### The input ###
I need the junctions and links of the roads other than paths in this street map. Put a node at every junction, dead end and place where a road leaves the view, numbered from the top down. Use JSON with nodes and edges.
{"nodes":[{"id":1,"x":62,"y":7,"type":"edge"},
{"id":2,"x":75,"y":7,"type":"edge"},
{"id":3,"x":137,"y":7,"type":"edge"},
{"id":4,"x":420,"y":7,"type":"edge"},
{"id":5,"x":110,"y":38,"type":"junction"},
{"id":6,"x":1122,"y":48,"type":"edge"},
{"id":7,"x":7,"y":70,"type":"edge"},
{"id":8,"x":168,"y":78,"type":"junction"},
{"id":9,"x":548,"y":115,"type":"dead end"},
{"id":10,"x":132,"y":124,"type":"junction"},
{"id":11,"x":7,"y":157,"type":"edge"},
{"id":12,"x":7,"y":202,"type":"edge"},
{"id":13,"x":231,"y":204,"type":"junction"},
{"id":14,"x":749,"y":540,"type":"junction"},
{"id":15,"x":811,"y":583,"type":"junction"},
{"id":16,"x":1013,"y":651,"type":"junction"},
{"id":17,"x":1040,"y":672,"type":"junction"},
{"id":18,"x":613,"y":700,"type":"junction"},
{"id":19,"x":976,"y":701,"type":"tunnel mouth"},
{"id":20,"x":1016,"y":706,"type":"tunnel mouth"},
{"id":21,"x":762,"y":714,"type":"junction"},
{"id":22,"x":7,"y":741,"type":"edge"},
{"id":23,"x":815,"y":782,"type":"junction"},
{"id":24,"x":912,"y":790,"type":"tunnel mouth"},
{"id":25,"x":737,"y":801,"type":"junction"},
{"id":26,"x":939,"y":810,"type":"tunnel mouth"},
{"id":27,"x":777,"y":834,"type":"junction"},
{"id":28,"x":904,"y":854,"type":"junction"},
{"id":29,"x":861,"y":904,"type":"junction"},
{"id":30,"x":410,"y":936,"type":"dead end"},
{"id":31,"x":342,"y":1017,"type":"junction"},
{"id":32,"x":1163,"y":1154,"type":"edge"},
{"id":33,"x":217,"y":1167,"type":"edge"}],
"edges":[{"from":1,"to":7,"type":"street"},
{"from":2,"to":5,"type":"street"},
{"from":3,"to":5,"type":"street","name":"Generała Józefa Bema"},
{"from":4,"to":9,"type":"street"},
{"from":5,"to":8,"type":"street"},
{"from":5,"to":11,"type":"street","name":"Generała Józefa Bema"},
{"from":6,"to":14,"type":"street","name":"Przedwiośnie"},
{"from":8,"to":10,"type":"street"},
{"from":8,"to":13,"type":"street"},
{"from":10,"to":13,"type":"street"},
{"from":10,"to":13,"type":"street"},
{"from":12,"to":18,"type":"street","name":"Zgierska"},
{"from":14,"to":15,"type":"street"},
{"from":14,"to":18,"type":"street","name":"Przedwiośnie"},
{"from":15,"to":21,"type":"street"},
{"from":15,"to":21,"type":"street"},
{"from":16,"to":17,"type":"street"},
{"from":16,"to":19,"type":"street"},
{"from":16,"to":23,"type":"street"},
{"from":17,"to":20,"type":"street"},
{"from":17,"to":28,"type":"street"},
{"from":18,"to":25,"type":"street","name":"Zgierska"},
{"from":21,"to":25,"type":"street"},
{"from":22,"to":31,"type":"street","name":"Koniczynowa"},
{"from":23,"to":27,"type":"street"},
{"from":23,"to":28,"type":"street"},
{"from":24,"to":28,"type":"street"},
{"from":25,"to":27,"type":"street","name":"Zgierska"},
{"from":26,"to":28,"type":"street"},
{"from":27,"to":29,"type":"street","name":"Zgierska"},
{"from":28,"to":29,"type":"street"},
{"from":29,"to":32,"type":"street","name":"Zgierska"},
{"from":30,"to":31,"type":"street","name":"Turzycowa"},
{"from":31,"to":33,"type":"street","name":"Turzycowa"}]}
###
__Task brief__
Output the records exactly, so that each line matches what was given.

__Exercise answer__
I need the junctions and links of the roads other than paths in this street map. Put a node at every junction, dead end and place where a road leaves the view, numbered from the top down. Use JSON with nodes and edges.
{"nodes":[{"id":1,"x":62,"y":7,"type":"edge"},
{"id":2,"x":75,"y":7,"type":"edge"},
{"id":3,"x":137,"y":7,"type":"edge"},
{"id":4,"x":420,"y":7,"type":"edge"},
{"id":5,"x":110,"y":38,"type":"junction"},
{"id":6,"x":1122,"y":48,"type":"edge"},
{"id":7,"x":7,"y":70,"type":"edge"},
{"id":8,"x":168,"y":78,"type":"junction"},
{"id":9,"x":548,"y":115,"type":"dead end"},
{"id":10,"x":132,"y":124,"type":"junction"},
{"id":11,"x":7,"y":157,"type":"edge"},
{"id":12,"x":7,"y":202,"type":"edge"},
{"id":13,"x":231,"y":204,"type":"junction"},
{"id":14,"x":749,"y":540,"type":"junction"},
{"id":15,"x":811,"y":583,"type":"junction"},
{"id":16,"x":1013,"y":651,"type":"junction"},
{"id":17,"x":1040,"y":672,"type":"junction"},
{"id":18,"x":613,"y":700,"type":"junction"},
{"id":19,"x":976,"y":701,"type":"tunnel mouth"},
{"id":20,"x":1016,"y":706,"type":"tunnel mouth"},
{"id":21,"x":762,"y":714,"type":"junction"},
{"id":22,"x":7,"y":741,"type":"edge"},
{"id":23,"x":815,"y":782,"type":"junction"},
{"id":24,"x":912,"y":790,"type":"tunnel mouth"},
{"id":25,"x":737,"y":801,"type":"junction"},
{"id":26,"x":939,"y":810,"type":"tunnel mouth"},
{"id":27,"x":777,"y":834,"type":"junction"},
{"id":28,"x":904,"y":854,"type":"junction"},
{"id":29,"x":861,"y":904,"type":"junction"},
{"id":30,"x":410,"y":936,"type":"dead end"},
{"id":31,"x":342,"y":1017,"type":"junction"},
{"id":32,"x":1163,"y":1154,"type":"edge"},
{"id":33,"x":217,"y":1167,"type":"edge"}],
"edges":[{"from":1,"to":7,"type":"street"},
{"from":2,"to":5,"type":"street"},
{"from":3,"to":5,"type":"street","name":"Generała Józefa Bema"},
{"from":4,"to":9,"type":"street"},
{"from":5,"to":8,"type":"street"},
{"from":5,"to":11,"type":"street","name":"Generała Józefa Bema"},
{"from":6,"to":14,"type":"street","name":"Przedwiośnie"},
{"from":8,"to":10,"type":"street"},
{"from":8,"to":13,"type":"street"},
{"from":10,"to":13,"type":"street"},
{"from":10,"to":13,"type":"street"},
{"from":12,"to":18,"type":"street","name":"Zgierska"},
{"from":14,"to":15,"type":"street"},
{"from":14,"to":18,"type":"street","name":"Przedwiośnie"},
{"from":15,"to":21,"type":"street"},
{"from":15,"to":21,"type":"street"},
{"from":16,"to":17,"type":"street"},
{"from":16,"to":19,"type":"street"},
{"from":16,"to":23,"type":"street"},
{"from":17,"to":20,"type":"street"},
{"from":17,"to":28,"type":"street"},
{"from":18,"to":25,"type":"street","name":"Zgierska"},
{"from":21,"to":25,"type":"street"},
{"from":22,"to":31,"type":"street","name":"Koniczynowa"},
{"from":23,"to":27,"type":"street"},
{"from":23,"to":28,"type":"street"},
{"from":24,"to":28,"type":"street"},
{"from":25,"to":27,"type":"street","name":"Zgierska"},
{"from":26,"to":28,"type":"street"},
{"from":27,"to":29,"type":"street","name":"Zgierska"},
{"from":28,"to":29,"type":"street"},
{"from":29,"to":32,"type":"street","name":"Zgierska"},
{"from":30,"to":31,"type":"street","name":"Turzycowa"},
{"from":31,"to":33,"type":"street","name":"Turzycowa"}]}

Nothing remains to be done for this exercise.